Discussion:
[Help-bash] Announcement: Started project to parse bash script to AST.
Mike Mestnik
2017-07-22 03:16:26 UTC
Permalink
Off list, please cc me on reply.

[1]Abstract Syntax Tree, to be used to beautify or minify bash source.
It's a work in progress but already the [2]code passes a handful of
example [3]tests. I'd appreciate a collection of small, less than 5
lines, examples that express the various edge cases supported by the
bash shell. If the maintainer of a online bash script testing site
wouldn't mind running a DB query for me that would be awesome. I'm
also looking for a volunteer or two that can assist with development
in perl.

Thank you.

1. https://en.wikipedia.org/wiki/Abstract_syntax_tree
2. https://github.com/cheako/MarpaX-Languages-Bash-AST/blob/9952b3e0f5a3b80aab2f9801c9e6a745350ffb83/lib/MarpaX/Languages/Bash/AST.pm
3. https://travis-ci.org/cheako/MarpaX-Languages-Bash-AST/builds/256283379#L331
Andy Chu
2017-07-22 17:13:34 UTC
Permalink
Hi Mike,

You might be interested in my project Oil, which has a well-tested bash
parser. It parses the program up front in a single pass, rather than
interleaving parsing and execution like bash and every other shell does. I
gave a summary in this comment (it was partially inspired by the bash AOSA
book chapter):

https://news.ycombinator.com/item?id=14550523

The blog goes into detail:

http://www.oilshell.org/blog/

The first 10 or 20 posts are all about parsing, including what algorithms
are used, and testing it on about a million lines of real bash code found
in the wild.

I've also been in contact with the author of this shell formatter, which
does a similar thing, for a different purpose: https://github.com/mvdan/sh

My parser is hand-written, but I would be interested in specifying it in a
meta-language more suitable than Yacc. Yacc is not the right tool for it.
For one, top-down parsing suits the shell better than bottom-up.

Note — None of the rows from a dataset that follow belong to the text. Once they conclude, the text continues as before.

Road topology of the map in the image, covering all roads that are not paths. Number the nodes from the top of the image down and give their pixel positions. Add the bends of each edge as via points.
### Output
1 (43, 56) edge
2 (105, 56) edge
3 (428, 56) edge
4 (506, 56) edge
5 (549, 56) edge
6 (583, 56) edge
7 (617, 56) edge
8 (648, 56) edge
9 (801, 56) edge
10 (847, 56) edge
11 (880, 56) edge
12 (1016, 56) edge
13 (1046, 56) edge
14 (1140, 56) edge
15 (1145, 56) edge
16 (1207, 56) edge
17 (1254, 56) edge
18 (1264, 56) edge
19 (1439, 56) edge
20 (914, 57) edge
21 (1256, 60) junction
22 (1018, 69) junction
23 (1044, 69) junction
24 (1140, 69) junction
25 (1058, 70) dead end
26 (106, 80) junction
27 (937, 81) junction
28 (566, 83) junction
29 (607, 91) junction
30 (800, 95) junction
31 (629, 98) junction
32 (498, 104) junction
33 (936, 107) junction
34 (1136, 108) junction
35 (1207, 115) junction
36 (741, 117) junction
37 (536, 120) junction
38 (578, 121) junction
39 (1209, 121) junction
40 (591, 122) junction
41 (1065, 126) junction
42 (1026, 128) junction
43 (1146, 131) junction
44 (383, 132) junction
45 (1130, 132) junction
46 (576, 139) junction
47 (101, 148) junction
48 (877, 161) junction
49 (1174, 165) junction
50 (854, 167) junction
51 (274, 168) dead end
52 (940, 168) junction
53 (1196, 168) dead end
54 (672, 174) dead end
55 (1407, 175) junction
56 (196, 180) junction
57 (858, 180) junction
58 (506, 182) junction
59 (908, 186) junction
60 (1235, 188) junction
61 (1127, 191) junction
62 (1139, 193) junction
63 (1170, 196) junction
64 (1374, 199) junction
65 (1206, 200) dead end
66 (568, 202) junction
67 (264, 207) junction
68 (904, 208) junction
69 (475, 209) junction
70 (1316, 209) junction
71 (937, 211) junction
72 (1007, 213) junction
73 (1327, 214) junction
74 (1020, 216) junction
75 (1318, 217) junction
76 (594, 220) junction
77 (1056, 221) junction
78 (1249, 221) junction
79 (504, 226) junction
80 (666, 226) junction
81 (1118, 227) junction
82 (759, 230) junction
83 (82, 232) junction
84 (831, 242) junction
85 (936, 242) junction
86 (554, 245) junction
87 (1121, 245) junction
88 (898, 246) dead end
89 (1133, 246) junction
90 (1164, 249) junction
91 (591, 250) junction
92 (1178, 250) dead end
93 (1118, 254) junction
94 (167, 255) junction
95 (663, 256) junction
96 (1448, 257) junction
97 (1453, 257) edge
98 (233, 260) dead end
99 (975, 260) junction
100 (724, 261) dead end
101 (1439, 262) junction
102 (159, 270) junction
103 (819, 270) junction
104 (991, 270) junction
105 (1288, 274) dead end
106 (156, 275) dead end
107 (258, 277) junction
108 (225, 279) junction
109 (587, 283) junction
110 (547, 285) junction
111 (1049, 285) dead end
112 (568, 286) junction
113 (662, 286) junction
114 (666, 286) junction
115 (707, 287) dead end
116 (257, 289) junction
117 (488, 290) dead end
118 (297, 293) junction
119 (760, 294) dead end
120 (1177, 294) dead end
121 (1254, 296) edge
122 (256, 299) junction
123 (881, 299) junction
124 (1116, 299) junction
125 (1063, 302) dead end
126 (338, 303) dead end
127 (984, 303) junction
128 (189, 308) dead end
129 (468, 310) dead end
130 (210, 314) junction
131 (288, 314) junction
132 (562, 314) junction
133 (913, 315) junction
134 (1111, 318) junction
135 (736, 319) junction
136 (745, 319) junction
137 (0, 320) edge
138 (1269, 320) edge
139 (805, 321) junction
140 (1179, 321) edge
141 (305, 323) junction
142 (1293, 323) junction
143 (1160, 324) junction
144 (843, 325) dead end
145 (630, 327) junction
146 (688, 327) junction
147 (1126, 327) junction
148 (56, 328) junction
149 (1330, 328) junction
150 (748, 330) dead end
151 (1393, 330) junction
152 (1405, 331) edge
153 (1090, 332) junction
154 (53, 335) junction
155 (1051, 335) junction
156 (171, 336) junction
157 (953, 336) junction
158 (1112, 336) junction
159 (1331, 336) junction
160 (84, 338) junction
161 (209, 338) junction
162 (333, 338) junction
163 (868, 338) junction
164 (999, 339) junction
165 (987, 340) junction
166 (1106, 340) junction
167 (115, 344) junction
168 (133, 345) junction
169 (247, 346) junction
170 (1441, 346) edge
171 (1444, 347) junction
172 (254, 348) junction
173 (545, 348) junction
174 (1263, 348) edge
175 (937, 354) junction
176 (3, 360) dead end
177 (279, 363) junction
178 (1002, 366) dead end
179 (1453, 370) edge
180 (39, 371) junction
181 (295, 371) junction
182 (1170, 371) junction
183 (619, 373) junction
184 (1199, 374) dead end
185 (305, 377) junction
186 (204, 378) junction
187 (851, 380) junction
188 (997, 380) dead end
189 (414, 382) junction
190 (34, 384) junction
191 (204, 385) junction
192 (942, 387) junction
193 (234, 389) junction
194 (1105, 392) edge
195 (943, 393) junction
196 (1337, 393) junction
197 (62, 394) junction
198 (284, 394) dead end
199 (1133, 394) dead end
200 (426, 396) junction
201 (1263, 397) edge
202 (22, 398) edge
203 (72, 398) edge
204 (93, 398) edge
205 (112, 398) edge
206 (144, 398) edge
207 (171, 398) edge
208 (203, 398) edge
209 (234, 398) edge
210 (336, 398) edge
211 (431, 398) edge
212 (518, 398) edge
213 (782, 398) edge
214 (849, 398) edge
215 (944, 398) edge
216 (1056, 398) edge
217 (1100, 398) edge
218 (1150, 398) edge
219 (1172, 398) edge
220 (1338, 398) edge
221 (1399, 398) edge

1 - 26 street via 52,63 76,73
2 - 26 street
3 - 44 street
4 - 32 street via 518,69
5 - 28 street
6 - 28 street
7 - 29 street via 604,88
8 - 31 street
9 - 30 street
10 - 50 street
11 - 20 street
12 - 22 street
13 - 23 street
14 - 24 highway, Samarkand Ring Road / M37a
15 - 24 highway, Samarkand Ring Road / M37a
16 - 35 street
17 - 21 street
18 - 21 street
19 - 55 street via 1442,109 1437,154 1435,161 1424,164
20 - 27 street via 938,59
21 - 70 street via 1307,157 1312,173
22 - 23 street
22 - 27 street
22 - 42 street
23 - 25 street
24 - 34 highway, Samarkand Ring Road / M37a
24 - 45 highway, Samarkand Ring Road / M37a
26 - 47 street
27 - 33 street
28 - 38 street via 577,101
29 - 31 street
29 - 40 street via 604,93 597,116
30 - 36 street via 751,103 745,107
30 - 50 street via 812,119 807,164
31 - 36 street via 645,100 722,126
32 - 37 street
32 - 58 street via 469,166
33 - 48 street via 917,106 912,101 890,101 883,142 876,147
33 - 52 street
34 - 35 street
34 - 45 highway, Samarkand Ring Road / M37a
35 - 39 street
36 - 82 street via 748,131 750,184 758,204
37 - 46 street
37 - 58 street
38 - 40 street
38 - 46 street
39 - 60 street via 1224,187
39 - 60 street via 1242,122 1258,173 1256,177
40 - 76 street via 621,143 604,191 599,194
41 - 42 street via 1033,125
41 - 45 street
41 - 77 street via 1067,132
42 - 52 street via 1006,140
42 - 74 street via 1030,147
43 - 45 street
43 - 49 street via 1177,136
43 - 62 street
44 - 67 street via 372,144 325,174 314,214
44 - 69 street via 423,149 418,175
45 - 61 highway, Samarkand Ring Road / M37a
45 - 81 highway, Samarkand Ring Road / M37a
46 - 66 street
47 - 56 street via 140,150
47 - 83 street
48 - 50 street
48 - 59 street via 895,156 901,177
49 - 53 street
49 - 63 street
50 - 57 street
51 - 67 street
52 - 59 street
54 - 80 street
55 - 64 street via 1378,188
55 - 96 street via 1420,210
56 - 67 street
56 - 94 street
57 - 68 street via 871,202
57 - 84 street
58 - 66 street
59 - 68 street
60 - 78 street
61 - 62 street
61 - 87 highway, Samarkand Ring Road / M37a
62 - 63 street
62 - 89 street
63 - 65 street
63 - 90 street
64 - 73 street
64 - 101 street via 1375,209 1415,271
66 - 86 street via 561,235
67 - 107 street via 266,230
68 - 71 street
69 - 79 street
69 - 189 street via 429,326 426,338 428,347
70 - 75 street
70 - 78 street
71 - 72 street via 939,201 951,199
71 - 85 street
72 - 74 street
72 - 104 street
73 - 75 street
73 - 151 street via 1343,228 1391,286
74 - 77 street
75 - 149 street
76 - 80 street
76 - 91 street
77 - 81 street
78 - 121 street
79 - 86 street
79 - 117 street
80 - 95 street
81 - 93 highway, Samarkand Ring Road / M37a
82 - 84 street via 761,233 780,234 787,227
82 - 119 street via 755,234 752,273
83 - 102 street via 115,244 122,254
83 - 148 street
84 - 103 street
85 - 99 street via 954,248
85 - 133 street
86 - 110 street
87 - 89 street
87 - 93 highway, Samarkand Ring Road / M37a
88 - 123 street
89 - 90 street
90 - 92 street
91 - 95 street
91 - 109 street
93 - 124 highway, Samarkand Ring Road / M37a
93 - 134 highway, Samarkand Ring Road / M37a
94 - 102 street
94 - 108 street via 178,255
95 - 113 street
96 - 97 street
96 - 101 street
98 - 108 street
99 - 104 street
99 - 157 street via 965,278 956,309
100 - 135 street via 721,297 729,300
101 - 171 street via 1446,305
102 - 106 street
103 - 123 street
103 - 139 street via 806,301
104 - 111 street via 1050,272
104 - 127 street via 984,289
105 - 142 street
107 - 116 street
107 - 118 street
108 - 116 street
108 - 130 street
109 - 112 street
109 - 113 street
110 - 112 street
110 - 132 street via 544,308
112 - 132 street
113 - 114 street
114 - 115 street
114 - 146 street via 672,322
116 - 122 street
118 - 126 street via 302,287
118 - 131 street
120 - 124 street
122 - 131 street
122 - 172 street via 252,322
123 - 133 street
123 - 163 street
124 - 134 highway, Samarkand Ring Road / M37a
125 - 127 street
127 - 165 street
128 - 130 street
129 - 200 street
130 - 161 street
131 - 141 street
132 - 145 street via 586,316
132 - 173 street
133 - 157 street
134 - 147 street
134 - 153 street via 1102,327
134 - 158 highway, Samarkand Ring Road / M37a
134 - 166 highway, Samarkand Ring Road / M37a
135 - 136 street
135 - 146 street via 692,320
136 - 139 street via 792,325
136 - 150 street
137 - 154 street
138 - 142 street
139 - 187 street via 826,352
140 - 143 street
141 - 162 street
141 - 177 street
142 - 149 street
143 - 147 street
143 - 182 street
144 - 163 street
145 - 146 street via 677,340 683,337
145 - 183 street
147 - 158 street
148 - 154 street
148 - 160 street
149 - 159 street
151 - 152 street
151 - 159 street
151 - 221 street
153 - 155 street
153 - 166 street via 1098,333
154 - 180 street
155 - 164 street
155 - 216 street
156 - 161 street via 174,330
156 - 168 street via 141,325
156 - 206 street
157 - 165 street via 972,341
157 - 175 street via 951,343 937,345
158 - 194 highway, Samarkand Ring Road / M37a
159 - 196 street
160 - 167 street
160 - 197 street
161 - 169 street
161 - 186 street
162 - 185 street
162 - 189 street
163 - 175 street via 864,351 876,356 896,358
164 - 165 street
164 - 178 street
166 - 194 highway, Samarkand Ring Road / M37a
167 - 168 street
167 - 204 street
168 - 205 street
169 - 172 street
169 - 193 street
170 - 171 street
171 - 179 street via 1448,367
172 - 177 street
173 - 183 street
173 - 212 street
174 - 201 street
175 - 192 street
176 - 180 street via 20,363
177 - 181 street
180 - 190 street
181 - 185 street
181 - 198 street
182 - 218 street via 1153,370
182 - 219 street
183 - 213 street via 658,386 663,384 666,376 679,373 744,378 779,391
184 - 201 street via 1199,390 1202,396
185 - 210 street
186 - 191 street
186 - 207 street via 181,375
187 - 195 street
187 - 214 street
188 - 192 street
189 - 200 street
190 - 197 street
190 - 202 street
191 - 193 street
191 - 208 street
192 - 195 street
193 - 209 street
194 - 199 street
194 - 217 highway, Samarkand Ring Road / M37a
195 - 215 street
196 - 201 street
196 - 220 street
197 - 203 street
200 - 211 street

What I found is that if the lexer is relatively sophisticated, then the
parser doesn't need to be very powerful.

I had come across the Marpa parsing algorithm in my search. The general
idea I got was that it was more powerful and sophisticated than I need, and
maybe it trades off memory for speed. But I could be wrong about that.
However, my parser is also linear time, and it needs just a single token of
lookahead. (The parser asks for tokens in one of 13 lexical modes.)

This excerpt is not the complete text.